● ASSIGNED TASK
What you return must match the listing exactly, with every image removed.

● DATA FOR THIS EXERCISE
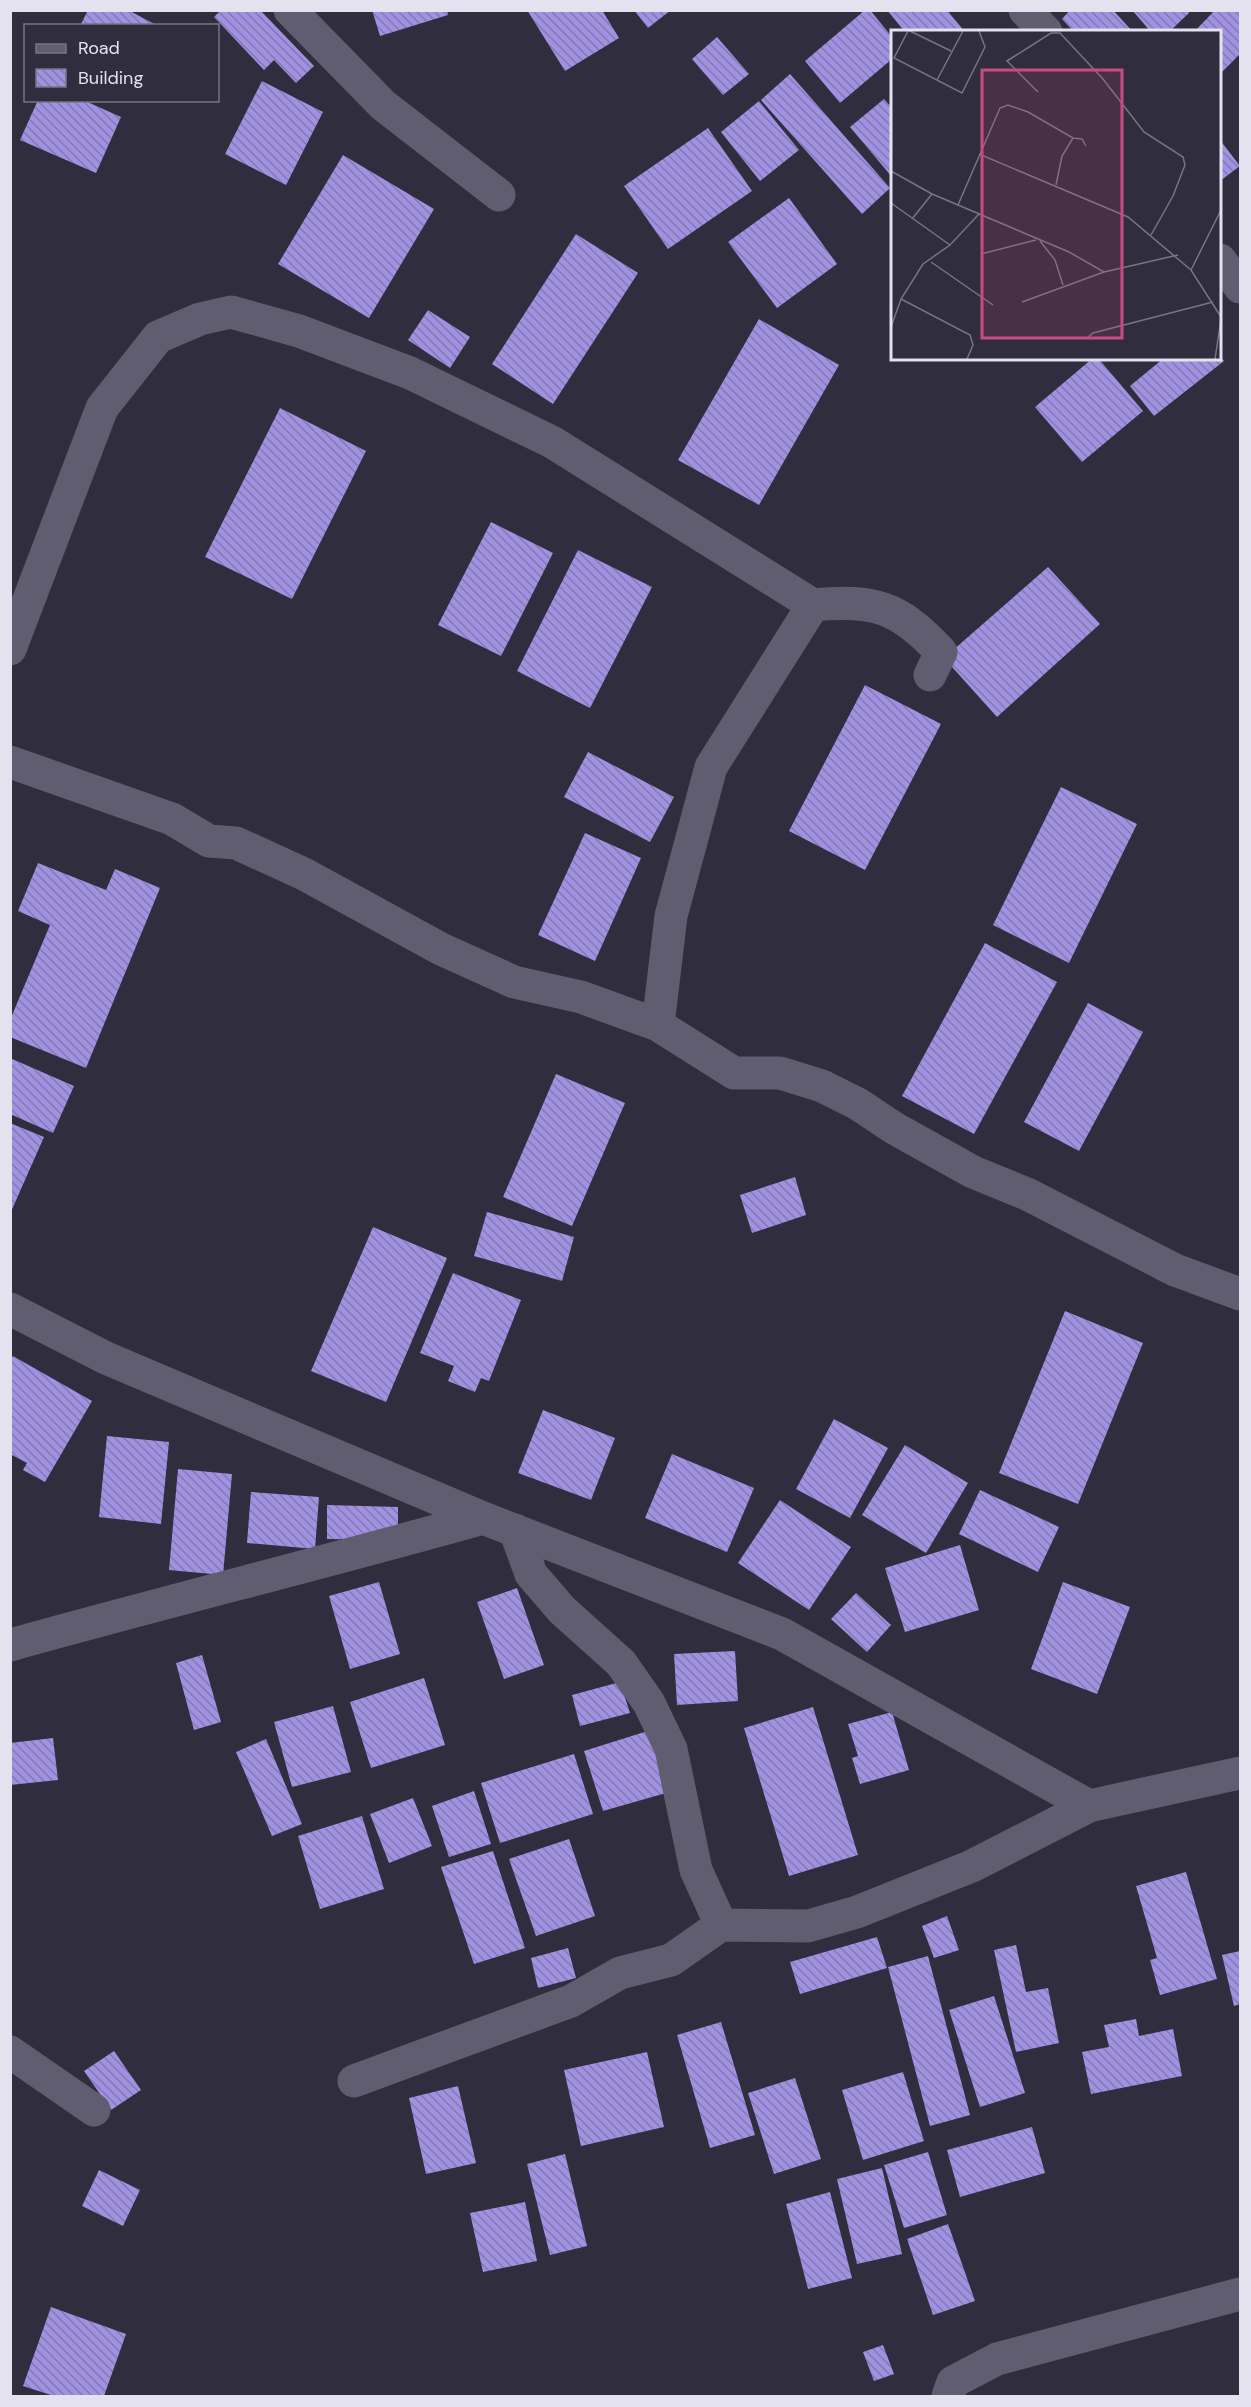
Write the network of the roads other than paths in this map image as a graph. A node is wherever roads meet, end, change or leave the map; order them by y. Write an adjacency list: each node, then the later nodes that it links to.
1 (290, 10): 4 (street)
2 (1025, 10): 3 (street)
3 (1044, 30)
4 (499, 195)
5 (1221, 261): 6 (street)
6 (1240, 287)
7 (813, 605): 8 (street); 9 (street); 11 (street)
8 (10, 649)
9 (930, 675)
10 (10, 762): 11 (street)
11 (658, 1026): 12 (street)
12 (1240, 1294)
13 (10, 1309): 14 (street)
14 (483, 1518): 15 (street); 16 (street)
15 (516, 1530): 18 (street); 19 (street)
16 (10, 1645)
17 (1240, 1773): 18 (street)
18 (1089, 1806): 19 (street)
19 (721, 1925): 21 (street)
20 (10, 2052): 22 (street)
21 (354, 2081)
22 (94, 2110)
23 (1240, 2294): 24 (street)
24 (948, 2397)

● ANSWER FOR THE TASK
Write the network of the roads other than paths in this map image as a graph. A node is wherever roads meet, end, change or leave the map; order them by y. Write an adjacency list: each node, then the later nodes that it links to.
1 (290, 10): 4 (street)
2 (1025, 10): 3 (street)
3 (1044, 30)
4 (499, 195)
5 (1221, 261): 6 (street)
6 (1240, 287)
7 (813, 605): 8 (street); 9 (street); 11 (street)
8 (10, 649)
9 (930, 675)
10 (10, 762): 11 (street)
11 (658, 1026): 12 (street)
12 (1240, 1294)
13 (10, 1309): 14 (street)
14 (483, 1518): 15 (street); 16 (street)
15 (516, 1530): 18 (street); 19 (street)
16 (10, 1645)
17 (1240, 1773): 18 (street)
18 (1089, 1806): 19 (street)
19 (721, 1925): 21 (street)
20 (10, 2052): 22 (street)
21 (354, 2081)
22 (94, 2110)
23 (1240, 2294): 24 (street)
24 (948, 2397)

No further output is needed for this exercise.